YOUR TASK>
Report how many lines of the records below include the word "Acacias". Give nothing but the number.
== == ==
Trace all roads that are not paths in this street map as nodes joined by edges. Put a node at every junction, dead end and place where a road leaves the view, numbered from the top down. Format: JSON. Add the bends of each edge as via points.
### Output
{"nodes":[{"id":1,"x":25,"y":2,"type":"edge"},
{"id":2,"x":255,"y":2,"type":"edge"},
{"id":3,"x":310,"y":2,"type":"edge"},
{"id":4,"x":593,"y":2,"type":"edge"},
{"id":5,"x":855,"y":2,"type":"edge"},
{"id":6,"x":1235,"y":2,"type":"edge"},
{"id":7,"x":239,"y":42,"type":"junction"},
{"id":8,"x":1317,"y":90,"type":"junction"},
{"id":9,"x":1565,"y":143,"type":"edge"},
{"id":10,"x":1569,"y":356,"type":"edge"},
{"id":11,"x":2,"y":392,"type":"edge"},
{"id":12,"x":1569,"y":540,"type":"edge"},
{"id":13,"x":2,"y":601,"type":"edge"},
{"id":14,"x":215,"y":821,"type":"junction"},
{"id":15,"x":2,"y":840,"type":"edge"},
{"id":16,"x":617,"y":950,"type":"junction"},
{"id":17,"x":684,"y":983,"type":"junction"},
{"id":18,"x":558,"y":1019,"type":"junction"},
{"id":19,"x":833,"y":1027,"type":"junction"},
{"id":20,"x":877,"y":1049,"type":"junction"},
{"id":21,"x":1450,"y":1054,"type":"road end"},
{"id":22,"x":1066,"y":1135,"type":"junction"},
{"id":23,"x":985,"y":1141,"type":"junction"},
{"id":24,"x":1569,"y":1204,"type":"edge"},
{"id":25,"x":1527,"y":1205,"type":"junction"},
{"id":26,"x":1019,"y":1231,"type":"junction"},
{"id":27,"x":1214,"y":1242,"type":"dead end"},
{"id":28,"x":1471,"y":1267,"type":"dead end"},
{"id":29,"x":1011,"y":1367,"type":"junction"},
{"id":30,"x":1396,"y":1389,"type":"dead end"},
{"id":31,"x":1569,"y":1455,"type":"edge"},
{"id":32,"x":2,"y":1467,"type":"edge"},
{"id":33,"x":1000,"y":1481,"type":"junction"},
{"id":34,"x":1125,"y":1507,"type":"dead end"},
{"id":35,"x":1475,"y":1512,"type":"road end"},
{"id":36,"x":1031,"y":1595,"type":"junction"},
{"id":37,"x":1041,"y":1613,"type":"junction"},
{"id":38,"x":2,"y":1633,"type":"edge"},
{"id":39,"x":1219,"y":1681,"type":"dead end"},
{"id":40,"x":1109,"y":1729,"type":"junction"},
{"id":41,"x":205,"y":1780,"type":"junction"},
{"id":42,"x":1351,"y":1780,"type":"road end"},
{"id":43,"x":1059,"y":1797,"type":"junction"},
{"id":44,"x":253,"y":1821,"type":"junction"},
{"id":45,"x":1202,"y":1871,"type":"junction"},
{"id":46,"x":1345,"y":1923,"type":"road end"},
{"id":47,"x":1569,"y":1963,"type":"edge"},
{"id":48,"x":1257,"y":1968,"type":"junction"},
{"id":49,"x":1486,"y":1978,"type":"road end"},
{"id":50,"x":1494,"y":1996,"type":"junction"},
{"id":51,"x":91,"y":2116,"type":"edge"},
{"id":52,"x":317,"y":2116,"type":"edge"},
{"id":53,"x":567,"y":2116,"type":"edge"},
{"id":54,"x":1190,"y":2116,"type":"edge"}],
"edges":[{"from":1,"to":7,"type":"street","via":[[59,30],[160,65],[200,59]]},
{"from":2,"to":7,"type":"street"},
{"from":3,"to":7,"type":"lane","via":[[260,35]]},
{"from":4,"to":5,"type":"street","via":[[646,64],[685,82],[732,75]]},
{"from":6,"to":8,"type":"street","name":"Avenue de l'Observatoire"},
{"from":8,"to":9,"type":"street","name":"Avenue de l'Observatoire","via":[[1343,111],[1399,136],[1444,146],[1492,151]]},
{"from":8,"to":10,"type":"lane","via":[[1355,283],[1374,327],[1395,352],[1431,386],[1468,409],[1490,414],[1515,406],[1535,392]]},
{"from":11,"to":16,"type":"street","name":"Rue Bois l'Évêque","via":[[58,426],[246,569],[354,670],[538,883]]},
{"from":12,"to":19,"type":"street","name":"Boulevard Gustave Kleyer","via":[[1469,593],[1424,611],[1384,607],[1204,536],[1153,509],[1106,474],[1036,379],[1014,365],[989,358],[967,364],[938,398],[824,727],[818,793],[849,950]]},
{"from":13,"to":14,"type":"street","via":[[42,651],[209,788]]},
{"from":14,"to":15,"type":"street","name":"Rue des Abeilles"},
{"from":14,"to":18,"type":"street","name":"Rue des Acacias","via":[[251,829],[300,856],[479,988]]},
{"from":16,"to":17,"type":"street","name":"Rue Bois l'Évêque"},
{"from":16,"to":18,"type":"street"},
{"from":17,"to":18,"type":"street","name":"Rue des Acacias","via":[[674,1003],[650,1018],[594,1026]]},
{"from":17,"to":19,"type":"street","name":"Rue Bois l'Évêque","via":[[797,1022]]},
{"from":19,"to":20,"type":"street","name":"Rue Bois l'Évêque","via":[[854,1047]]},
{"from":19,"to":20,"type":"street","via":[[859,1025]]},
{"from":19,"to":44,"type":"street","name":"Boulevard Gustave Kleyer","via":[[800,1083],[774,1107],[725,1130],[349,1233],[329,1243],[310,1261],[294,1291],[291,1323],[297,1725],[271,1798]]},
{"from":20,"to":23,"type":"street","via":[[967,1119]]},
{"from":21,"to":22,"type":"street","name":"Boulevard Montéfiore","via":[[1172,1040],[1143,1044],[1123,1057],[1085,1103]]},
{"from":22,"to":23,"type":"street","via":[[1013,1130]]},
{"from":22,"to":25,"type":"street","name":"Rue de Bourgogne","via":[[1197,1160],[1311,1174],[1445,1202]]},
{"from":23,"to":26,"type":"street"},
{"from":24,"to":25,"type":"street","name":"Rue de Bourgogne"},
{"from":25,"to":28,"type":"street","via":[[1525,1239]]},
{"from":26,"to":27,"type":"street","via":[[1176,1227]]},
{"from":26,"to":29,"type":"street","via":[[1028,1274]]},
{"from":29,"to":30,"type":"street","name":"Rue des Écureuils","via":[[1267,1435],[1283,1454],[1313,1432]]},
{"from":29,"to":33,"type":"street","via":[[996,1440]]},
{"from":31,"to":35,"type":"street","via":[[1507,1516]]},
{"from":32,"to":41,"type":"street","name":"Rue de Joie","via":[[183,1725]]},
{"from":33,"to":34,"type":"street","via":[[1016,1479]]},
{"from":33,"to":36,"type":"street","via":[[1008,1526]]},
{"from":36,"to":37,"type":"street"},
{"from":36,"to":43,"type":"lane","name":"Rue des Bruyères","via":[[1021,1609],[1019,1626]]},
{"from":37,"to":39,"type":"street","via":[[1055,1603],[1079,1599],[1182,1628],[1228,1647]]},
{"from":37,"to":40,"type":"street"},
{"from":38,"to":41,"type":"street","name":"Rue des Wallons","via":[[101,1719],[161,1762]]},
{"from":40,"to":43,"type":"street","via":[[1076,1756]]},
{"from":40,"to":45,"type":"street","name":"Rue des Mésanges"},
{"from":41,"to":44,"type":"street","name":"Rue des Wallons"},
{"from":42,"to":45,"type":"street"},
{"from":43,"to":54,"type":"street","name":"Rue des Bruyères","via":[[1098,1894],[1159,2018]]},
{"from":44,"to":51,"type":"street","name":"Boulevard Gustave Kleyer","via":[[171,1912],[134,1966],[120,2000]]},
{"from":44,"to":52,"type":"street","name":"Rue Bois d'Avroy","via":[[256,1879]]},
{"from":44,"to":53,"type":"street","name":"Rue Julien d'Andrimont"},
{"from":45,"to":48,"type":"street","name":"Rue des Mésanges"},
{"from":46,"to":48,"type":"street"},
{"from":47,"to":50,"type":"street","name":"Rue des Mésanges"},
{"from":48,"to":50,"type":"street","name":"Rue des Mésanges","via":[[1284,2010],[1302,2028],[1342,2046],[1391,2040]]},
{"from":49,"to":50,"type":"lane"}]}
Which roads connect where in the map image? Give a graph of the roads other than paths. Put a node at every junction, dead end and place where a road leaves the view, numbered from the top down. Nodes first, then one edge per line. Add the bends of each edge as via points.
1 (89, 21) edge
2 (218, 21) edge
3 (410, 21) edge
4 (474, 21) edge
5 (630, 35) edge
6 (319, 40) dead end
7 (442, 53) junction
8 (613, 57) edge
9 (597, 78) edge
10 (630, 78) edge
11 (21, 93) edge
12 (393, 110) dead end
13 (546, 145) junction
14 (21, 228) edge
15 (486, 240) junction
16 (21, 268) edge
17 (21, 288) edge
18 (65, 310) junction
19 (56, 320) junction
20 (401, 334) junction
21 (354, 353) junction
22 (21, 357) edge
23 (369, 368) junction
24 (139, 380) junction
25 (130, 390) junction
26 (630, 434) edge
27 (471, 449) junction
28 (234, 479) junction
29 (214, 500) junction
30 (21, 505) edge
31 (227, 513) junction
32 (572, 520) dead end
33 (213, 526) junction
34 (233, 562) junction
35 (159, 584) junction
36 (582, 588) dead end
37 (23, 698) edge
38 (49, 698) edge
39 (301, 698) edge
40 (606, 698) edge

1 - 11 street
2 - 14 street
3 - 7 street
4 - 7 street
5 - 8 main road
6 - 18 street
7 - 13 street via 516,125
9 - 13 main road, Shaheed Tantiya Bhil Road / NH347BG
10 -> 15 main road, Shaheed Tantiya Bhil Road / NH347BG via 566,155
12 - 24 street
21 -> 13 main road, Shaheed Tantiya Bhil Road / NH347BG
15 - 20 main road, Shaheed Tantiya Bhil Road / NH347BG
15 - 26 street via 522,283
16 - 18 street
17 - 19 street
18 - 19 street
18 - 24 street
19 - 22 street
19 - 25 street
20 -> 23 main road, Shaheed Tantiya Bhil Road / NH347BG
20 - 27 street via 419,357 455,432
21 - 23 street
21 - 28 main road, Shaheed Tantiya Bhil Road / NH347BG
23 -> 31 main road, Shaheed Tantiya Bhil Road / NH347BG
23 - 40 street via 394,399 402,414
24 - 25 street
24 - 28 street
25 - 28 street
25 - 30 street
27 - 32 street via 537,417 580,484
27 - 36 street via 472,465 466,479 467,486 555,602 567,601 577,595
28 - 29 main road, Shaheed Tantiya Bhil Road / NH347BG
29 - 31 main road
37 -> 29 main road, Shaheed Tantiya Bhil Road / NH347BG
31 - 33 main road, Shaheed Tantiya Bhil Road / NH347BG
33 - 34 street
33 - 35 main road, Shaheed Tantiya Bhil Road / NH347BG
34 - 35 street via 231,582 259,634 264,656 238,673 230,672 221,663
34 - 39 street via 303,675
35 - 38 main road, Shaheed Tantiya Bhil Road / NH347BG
== == ==
TASK OUTPUT>
2